• _Task to carry out_
Omit every picture and output the rest of the records exactly as they are.

• _Supplied material_
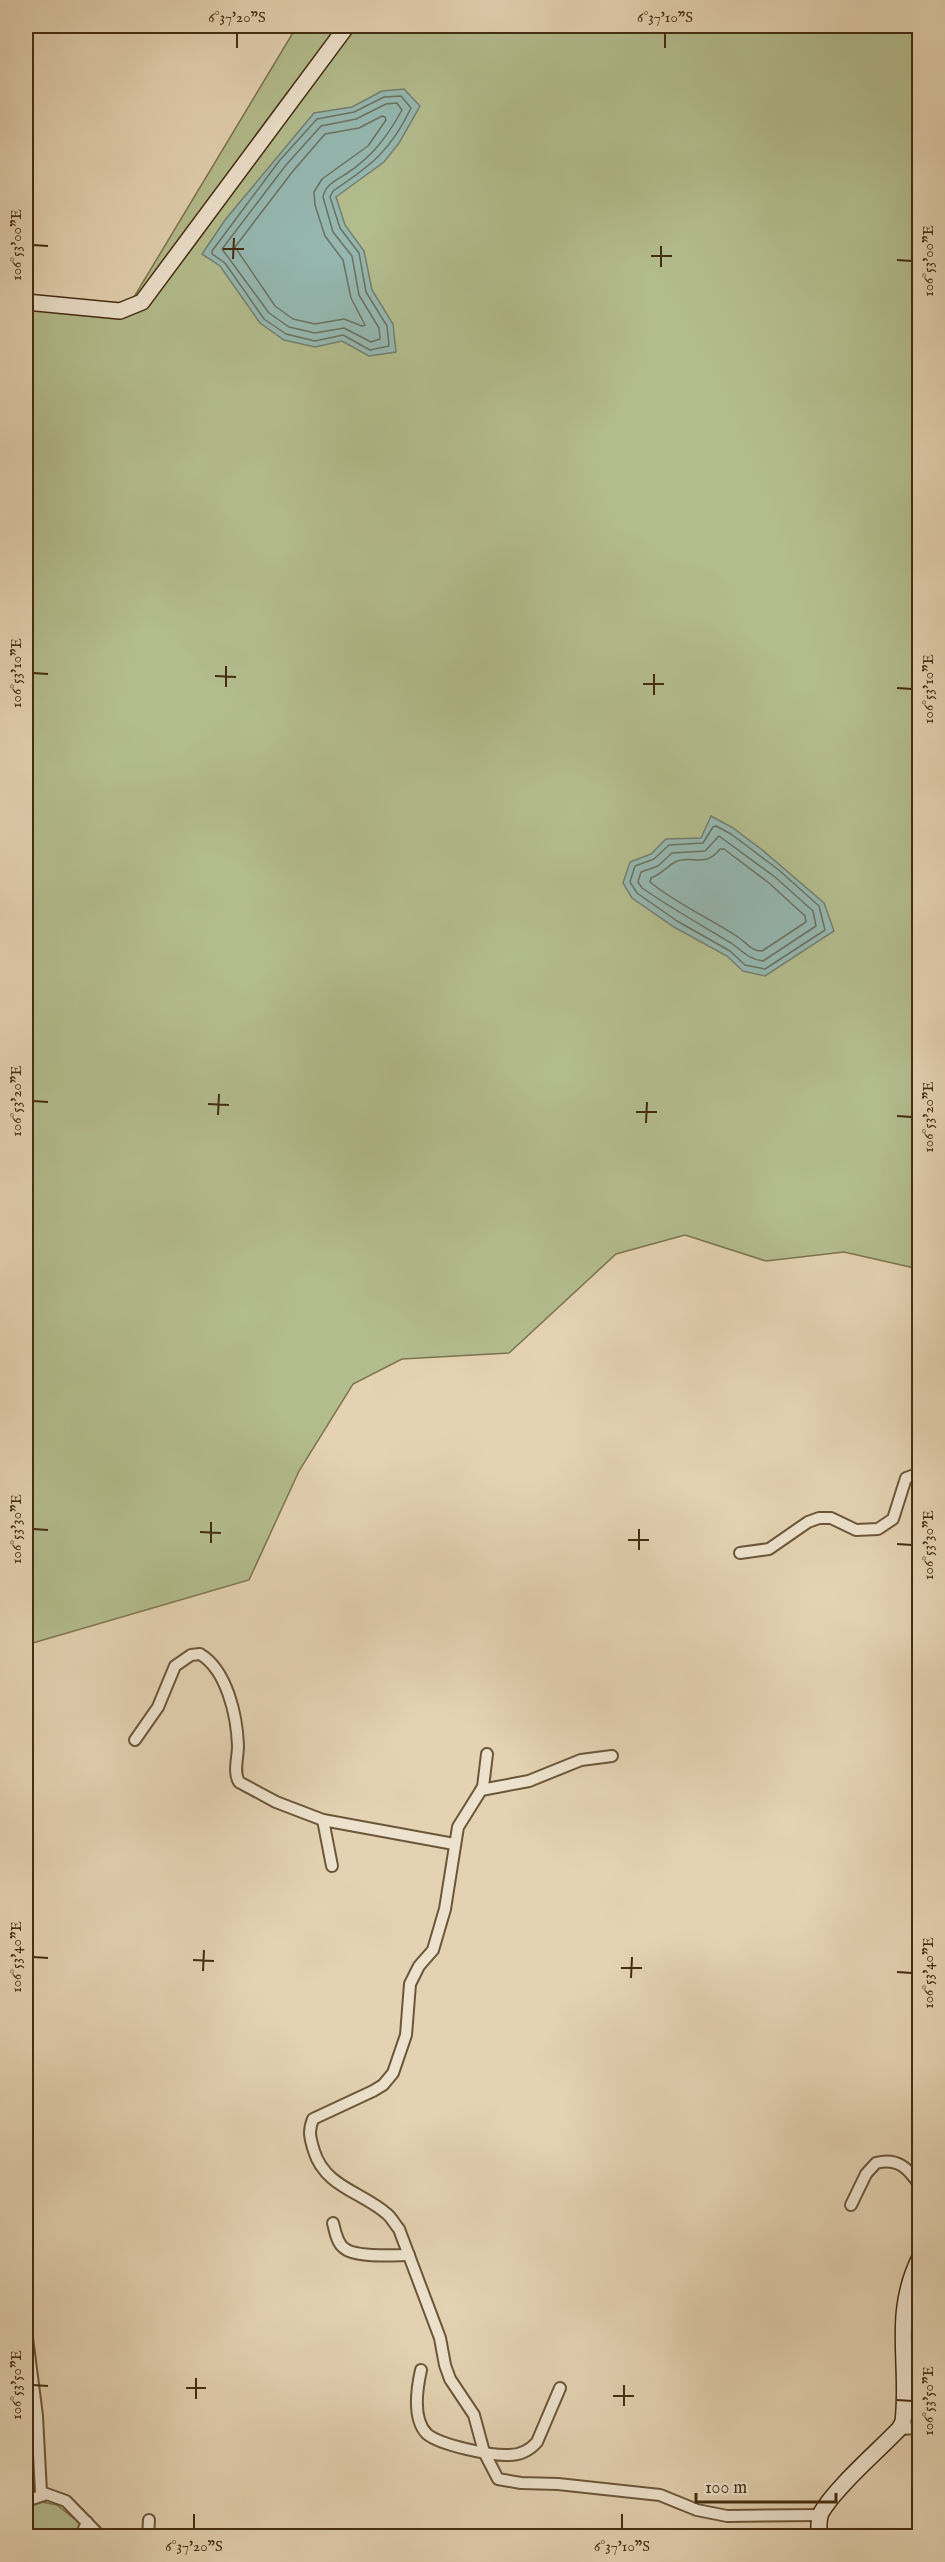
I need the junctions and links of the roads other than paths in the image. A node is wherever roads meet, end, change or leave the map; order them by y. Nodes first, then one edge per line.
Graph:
1 (347, 26) edge
2 (26, 302) edge
3 (920, 1473) edge
4 (740, 1552) dead end
5 (135, 1740) dead end
6 (487, 1754) dead end
7 (612, 1756) dead end
8 (481, 1790) junction
9 (323, 1820) junction
10 (454, 1844) junction
11 (332, 1866) dead end
12 (920, 2186) edge
13 (851, 2205) dead end
14 (333, 2223) dead end
15 (409, 2255) junction
16 (920, 2257) edge
17 (26, 2330) edge
18 (421, 2370) dead end
19 (560, 2388) dead end
20 (920, 2428) edge
21 (899, 2429) junction
22 (484, 2452) junction
23 (44, 2495) junction
24 (26, 2500) edge
25 (820, 2516) junction
26 (149, 2520) dead end
27 (87, 2522) junction
28 (81, 2536) edge
29 (100, 2536) edge
30 (148, 2536) edge
31 (819, 2536) edge

1 - 2 main road
3 - 4 street
5 - 9 street
6 - 8 street
7 - 8 street
8 - 10 street
9 - 10 street
9 - 11 street
10 - 15 street
12 - 13 street
14 - 15 street
15 - 22 street
16 - 21 main road
17 - 23 street
18 - 22 street
19 - 22 street
20 - 21 street
21 - 25 main road
22 - 25 street
23 - 24 street
23 - 27 street
25 - 31 main road
26 - 30 street
27 - 28 street
27 - 29 street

• _Response area_
I need the junctions and links of the roads other than paths in the image. A node is wherever roads meet, end, change or leave the map; order them by y. Nodes first, then one edge per line.
Graph:
1 (347, 26) edge
2 (26, 302) edge
3 (920, 1473) edge
4 (740, 1552) dead end
5 (135, 1740) dead end
6 (487, 1754) dead end
7 (612, 1756) dead end
8 (481, 1790) junction
9 (323, 1820) junction
10 (454, 1844) junction
11 (332, 1866) dead end
12 (920, 2186) edge
13 (851, 2205) dead end
14 (333, 2223) dead end
15 (409, 2255) junction
16 (920, 2257) edge
17 (26, 2330) edge
18 (421, 2370) dead end
19 (560, 2388) dead end
20 (920, 2428) edge
21 (899, 2429) junction
22 (484, 2452) junction
23 (44, 2495) junction
24 (26, 2500) edge
25 (820, 2516) junction
26 (149, 2520) dead end
27 (87, 2522) junction
28 (81, 2536) edge
29 (100, 2536) edge
30 (148, 2536) edge
31 (819, 2536) edge

1 - 2 main road
3 - 4 street
5 - 9 street
6 - 8 street
7 - 8 street
8 - 10 street
9 - 10 street
9 - 11 street
10 - 15 street
12 - 13 street
14 - 15 street
15 - 22 street
16 - 21 main road
17 - 23 street
18 - 22 street
19 - 22 street
20 - 21 street
21 - 25 main road
22 - 25 street
23 - 24 street
23 - 27 street
25 - 31 main road
26 - 30 street
27 - 28 street
27 - 29 street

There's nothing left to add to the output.